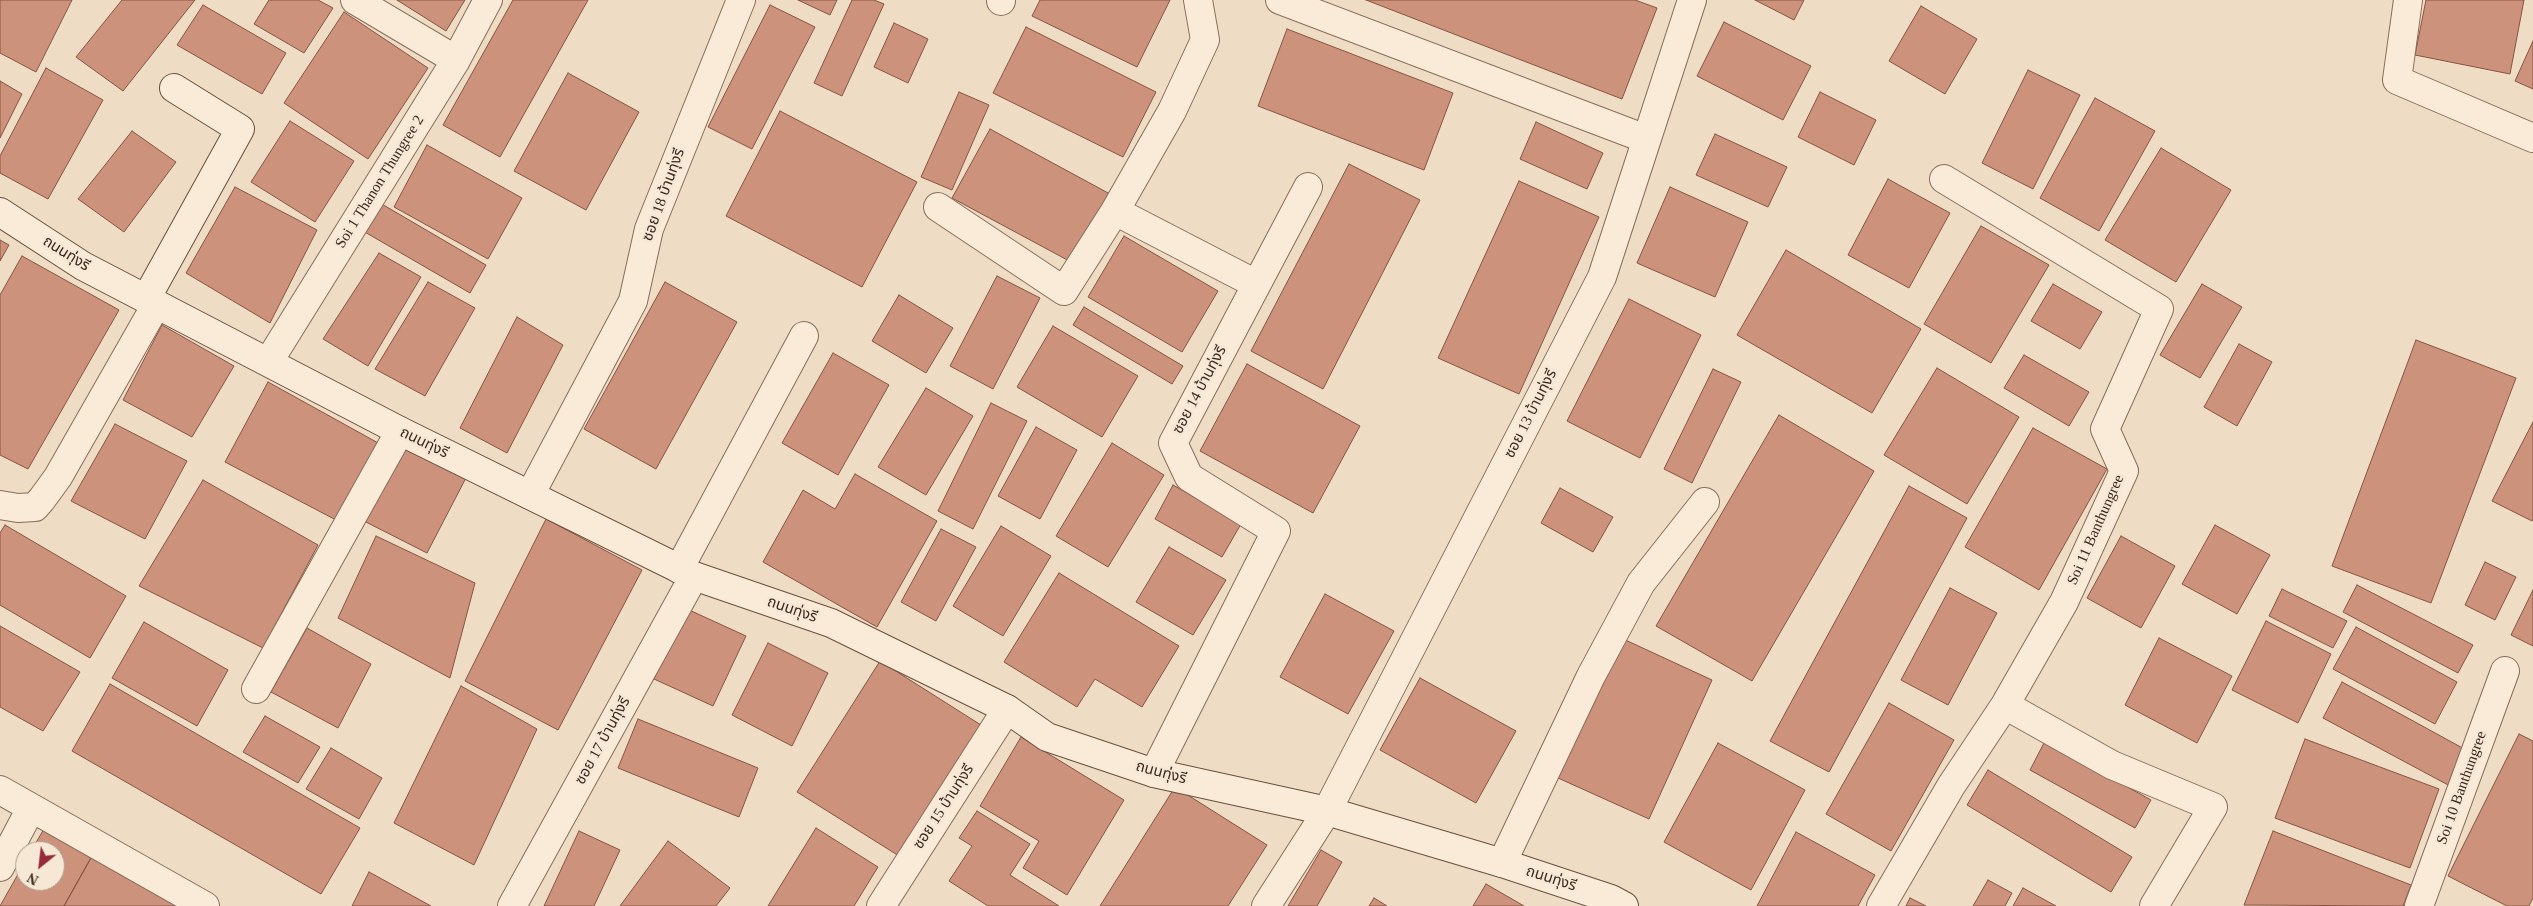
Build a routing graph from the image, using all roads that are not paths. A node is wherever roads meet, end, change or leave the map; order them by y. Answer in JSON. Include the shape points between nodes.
{"nodes":[{"id":1,"x":355,"y":0,"type":"edge"},
{"id":2,"x":488,"y":0,"type":"edge"},
{"id":3,"x":742,"y":0,"type":"edge"},
{"id":4,"x":1198,"y":0,"type":"edge"},
{"id":5,"x":1280,"y":0,"type":"edge"},
{"id":6,"x":1692,"y":0,"type":"edge"},
{"id":7,"x":2408,"y":0,"type":"edge"},
{"id":8,"x":456,"y":60,"type":"junction"},
{"id":9,"x":174,"y":88,"type":"dead end"},
{"id":10,"x":2533,"y":138,"type":"edge"},
{"id":11,"x":1646,"y":140,"type":"junction"},
{"id":12,"x":1944,"y":178,"type":"dead end"},
{"id":13,"x":1308,"y":187,"type":"dead end"},
{"id":14,"x":938,"y":207,"type":"dead end"},
{"id":15,"x":1116,"y":211,"type":"junction"},
{"id":16,"x":0,"y":212,"type":"edge"},
{"id":17,"x":1256,"y":284,"type":"junction"},
{"id":18,"x":151,"y":302,"type":"junction"},
{"id":19,"x":804,"y":336,"type":"dead end"},
{"id":20,"x":269,"y":361,"type":"junction"},
{"id":21,"x":400,"y":431,"type":"junction"},
{"id":22,"x":530,"y":494,"type":"junction"},
{"id":23,"x":1706,"y":502,"type":"dead end"},
{"id":24,"x":0,"y":504,"type":"edge"},
{"id":25,"x":687,"y":572,"type":"junction"},
{"id":26,"x":2505,"y":671,"type":"dead end"},
{"id":27,"x":256,"y":689,"type":"dead end"},
{"id":28,"x":2005,"y":705,"type":"junction"},
{"id":29,"x":1007,"y":709,"type":"junction"},
{"id":30,"x":1154,"y":773,"type":"junction"},
{"id":31,"x":0,"y":790,"type":"edge"},
{"id":32,"x":31,"y":808,"type":"junction"},
{"id":33,"x":1328,"y":811,"type":"junction"},
{"id":34,"x":1502,"y":863,"type":"junction"},
{"id":35,"x":0,"y":867,"type":"edge"},
{"id":36,"x":1610,"y":903,"type":"edge"},
{"id":37,"x":205,"y":906,"type":"edge"},
{"id":38,"x":512,"y":906,"type":"edge"},
{"id":39,"x":881,"y":906,"type":"edge"},
{"id":40,"x":1266,"y":906,"type":"edge"},
{"id":41,"x":1881,"y":906,"type":"edge"},
{"id":42,"x":2154,"y":906,"type":"edge"},
{"id":43,"x":2419,"y":906,"type":"edge"}],
"edges":[{"from":1,"to":8,"type":"street"},
{"from":2,"to":8,"type":"street","name":"Soi 1 Thanon Thungree 2"},
{"from":3,"to":22,"type":"street","name":"ซอย 18 บ้านทุ่งรี","via":[[649,229],[633,300]]},
{"from":4,"to":15,"type":"street","via":[[1205,40],[1172,111]]},
{"from":5,"to":11,"type":"street"},
{"from":6,"to":11,"type":"street","name":"ซอย 13 บ้านทุ่งรี"},
{"from":7,"to":10,"type":"street","via":[[2397,80]]},
{"from":8,"to":20,"type":"street","name":"Soi 1 Thanon Thungree 2"},
{"from":9,"to":18,"type":"street","via":[[240,129]]},
{"from":11,"to":33,"type":"street","name":"ซอย 13 บ้านทุ่งรี","via":[[1602,277]]},
{"from":12,"to":28,"type":"street","name":"Soi 11 Banthungree","via":[[2159,309],[2105,429],[2124,471],[2064,602]]},
{"from":13,"to":17,"type":"street","name":"ซอย 14 บ้านทุ่งรี"},
{"from":14,"to":15,"type":"street","via":[[1064,291]]},
{"from":15,"to":17,"type":"street"},
{"from":16,"to":18,"type":"street","name":"ถนนทุ่งรี","via":[[83,266]]},
{"from":17,"to":30,"type":"street","name":"ซอย 14 บ้านทุ่งรี","via":[[1173,443],[1189,477],[1276,531]]},
{"from":18,"to":20,"type":"street","name":"ถนนทุ่งรี"},
{"from":18,"to":24,"type":"street","via":[[58,477],[42,499],[35,507]]},
{"from":19,"to":25,"type":"street","name":"ซอย 17 บ้านทุ่งรี"},
{"from":20,"to":21,"type":"street","name":"ถนนทุ่งรี"},
{"from":21,"to":22,"type":"street","name":"ถนนทุ่งรี"},
{"from":21,"to":27,"type":"street"},
{"from":22,"to":25,"type":"street","name":"ถนนทุ่งรี"},
{"from":23,"to":34,"type":"street","via":[[1642,583],[1591,676]]},
{"from":25,"to":29,"type":"street","name":"ถนนทุ่งรี","via":[[831,623]]},
{"from":25,"to":38,"type":"street","name":"ซอย 17 บ้านทุ่งรี"},
{"from":26,"to":43,"type":"street","name":"Soi 10 Banthungree"},
{"from":28,"to":41,"type":"street","name":"Soi 11 Banthungree","via":[[1951,786]]},
{"from":28,"to":42,"type":"street","via":[[2112,765],[2213,807]]},
{"from":29,"to":30,"type":"street","name":"ถนนทุ่งรี","via":[[1047,737]]},
{"from":29,"to":39,"type":"street","name":"ซอย 15 บ้านทุ่งรี"},
{"from":30,"to":33,"type":"street","name":"ถนนทุ่งรี"},
{"from":31,"to":32,"type":"street"},
{"from":32,"to":35,"type":"street"},
{"from":32,"to":37,"type":"street"},
{"from":33,"to":34,"type":"street","name":"ถนนทุ่งรี"},
{"from":33,"to":40,"type":"street","name":"ซอย 13 บ้านทุ่งรี"},
{"from":34,"to":36,"type":"street","name":"ถนนทุ่งรี"}]}
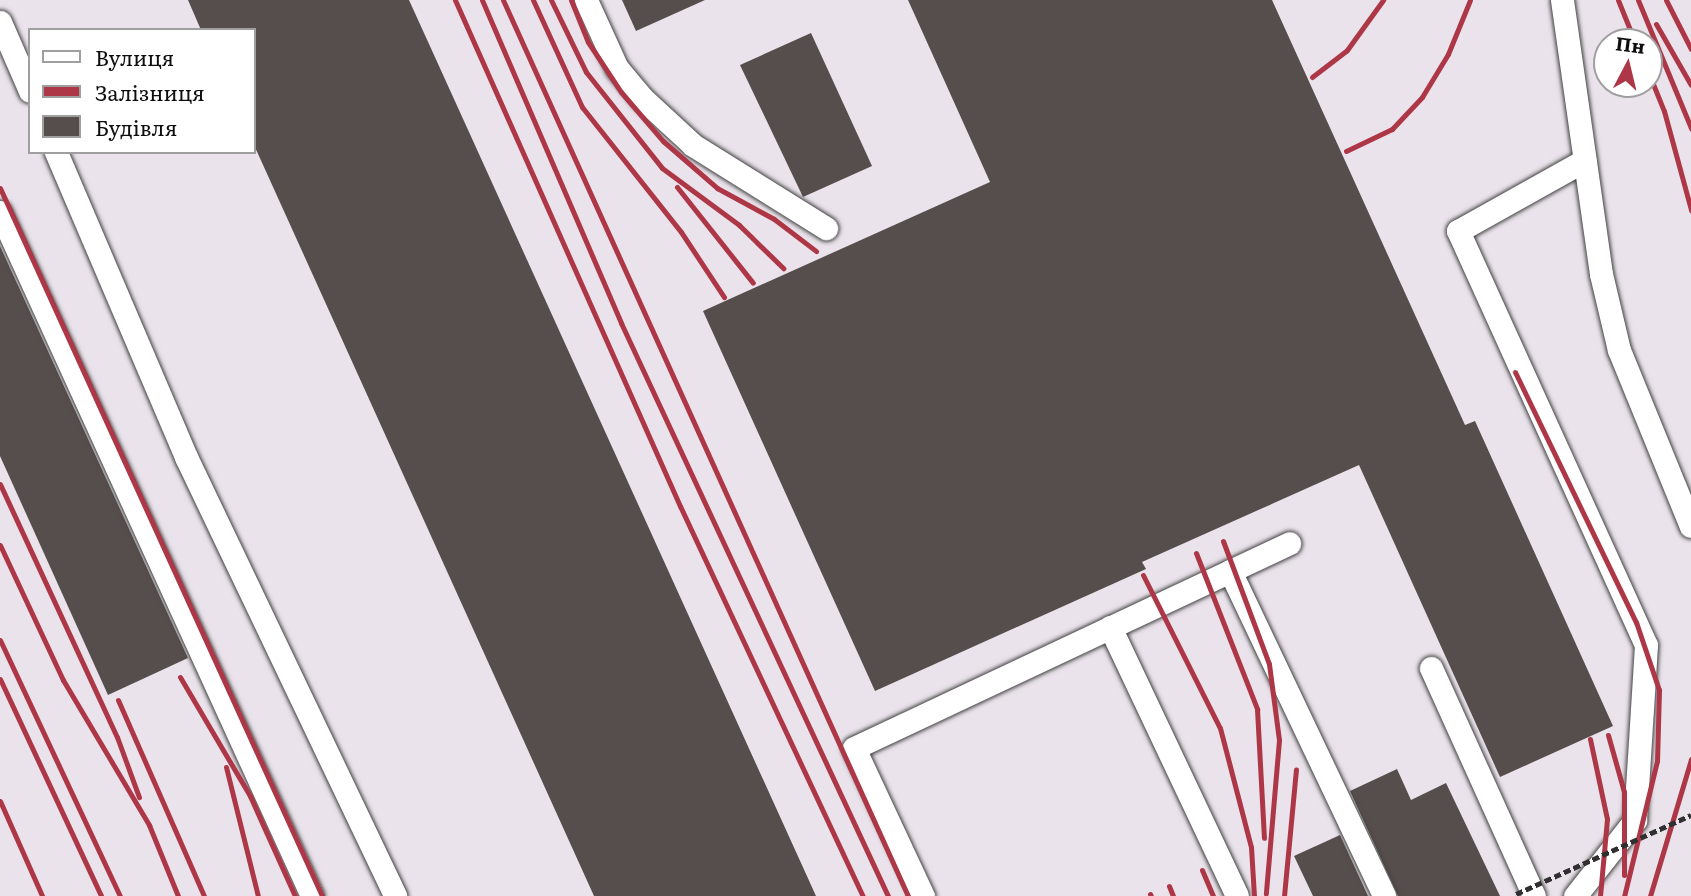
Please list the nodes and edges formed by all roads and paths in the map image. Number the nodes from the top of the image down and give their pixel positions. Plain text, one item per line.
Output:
1 (586, 0) edge
2 (1562, 0) edge
3 (0, 22) edge
4 (28, 86) edge
5 (57, 154) edge
6 (1585, 160) junction
7 (0, 212) edge
8 (826, 228) dead end
9 (1691, 526) edge
10 (1289, 543) dead end
11 (1230, 571) junction
12 (1110, 627) junction
13 (1431, 668) dead end
14 (1691, 815) edge
15 (1525, 895) edge
16 (312, 896) edge
17 (395, 896) edge
18 (923, 896) edge
19 (1237, 896) edge
20 (1384, 896) edge
21 (1575, 896) edge

1 - 8 lane
2 - 6 lane
3 - 4 lane
5 - 17 lane
6 - 9 lane
6 - 21 lane
7 - 16 lane
10 - 11 lane
11 - 12 lane
11 - 20 lane
12 - 18 lane
12 - 19 lane
13 - 15 lane
14 - 15 path, bridge

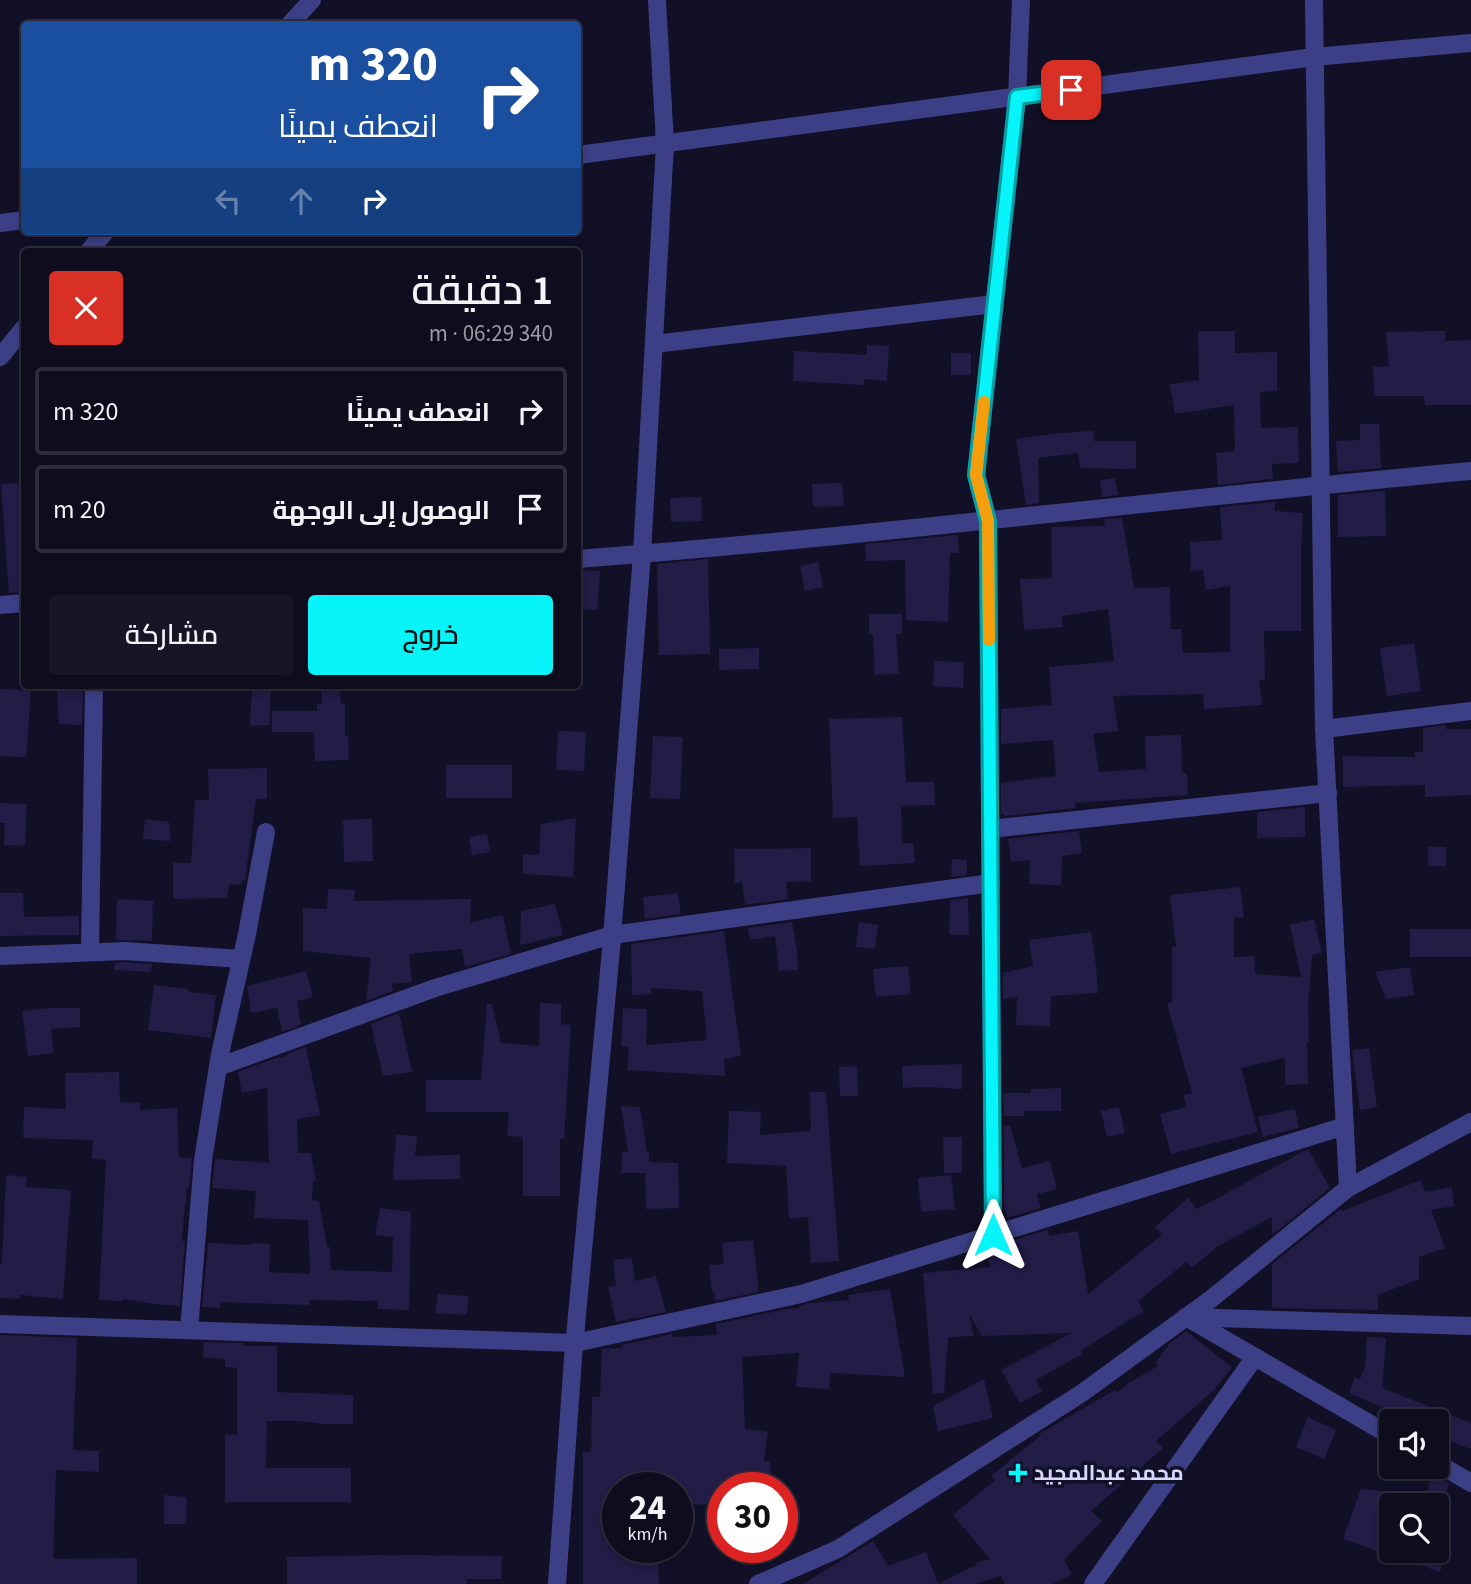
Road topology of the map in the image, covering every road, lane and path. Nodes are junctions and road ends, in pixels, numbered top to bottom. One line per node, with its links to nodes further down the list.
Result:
1 (312, 0): 5 (street)
2 (657, 0): 9 (street)
3 (1021, 0): 8 (street)
4 (1314, 0): 7 (street)
5 (293, 21)
6 (1471, 43): 7 (street)
7 (1314, 57): 8 (street); 18 (street)
8 (1017, 97): 9 (street); 13 (street)
9 (665, 144): 10 (street); 15 (street)
10 (581, 155)
11 (21, 220): 12 (street)
12 (0, 223)
13 (995, 304): 15 (street); 19 (street)
14 (21, 332): 16 (street)
15 (654, 344): 20 (street)
16 (0, 356)
17 (1471, 471): 18 (street)
18 (1321, 485): 19 (street); 26 (street)
19 (988, 521): 20 (street); 28 (street)
20 (642, 554): 21 (street); 31 (street)
21 (581, 559)
22 (21, 603): 23 (street)
23 (0, 605)
24 (94, 689): 32 (street)
25 (1471, 711): 26 (street)
26 (1324, 729): 27 (street)
27 (1328, 793): 28 (street); 37 (street)
28 (990, 830): 30 (street)
29 (266, 832): 34 (street)
30 (991, 883): 31 (street); 39 (street)
31 (612, 935): 35 (street); 44 (street)
32 (90, 952): 33 (street); 34 (street)
33 (0, 956)
34 (241, 959): 35 (street)
35 (218, 1067): 43 (street)
36 (1471, 1122): 38 (street)
37 (1345, 1126): 38 (street); 39 (street)
38 (1348, 1188): 40 (street)
39 (993, 1235): 44 (street)
40 (1186, 1317): 42 (street); 45 (street); 50 (street)
41 (0, 1324): 43 (street)
42 (1471, 1326)
43 (189, 1330): 44 (street)
44 (575, 1343): 49 (street)
45 (1255, 1357): 46 (street); 51 (street)
46 (1379, 1429)
47 (1449, 1470): 48 (street)
48 (1471, 1483)
49 (557, 1584)
50 (758, 1584)
51 (1093, 1584)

══════════════════════════════

Among the lines of the listing above, which ones contain the word "Banthungree"? Show them.

**SOLUTION TO THE PROBLEM**
{"from":12,"to":28,"type":"street","name":"Soi 11 Banthungree","via":[[2159,309],[2105,429],[2124,471],[2064,602]]},
{"from":26,"to":43,"type":"street","name":"Soi 10 Banthungree"},
{"from":28,"to":41,"type":"street","name":"Soi 11 Banthungree","via":[[1951,786]]},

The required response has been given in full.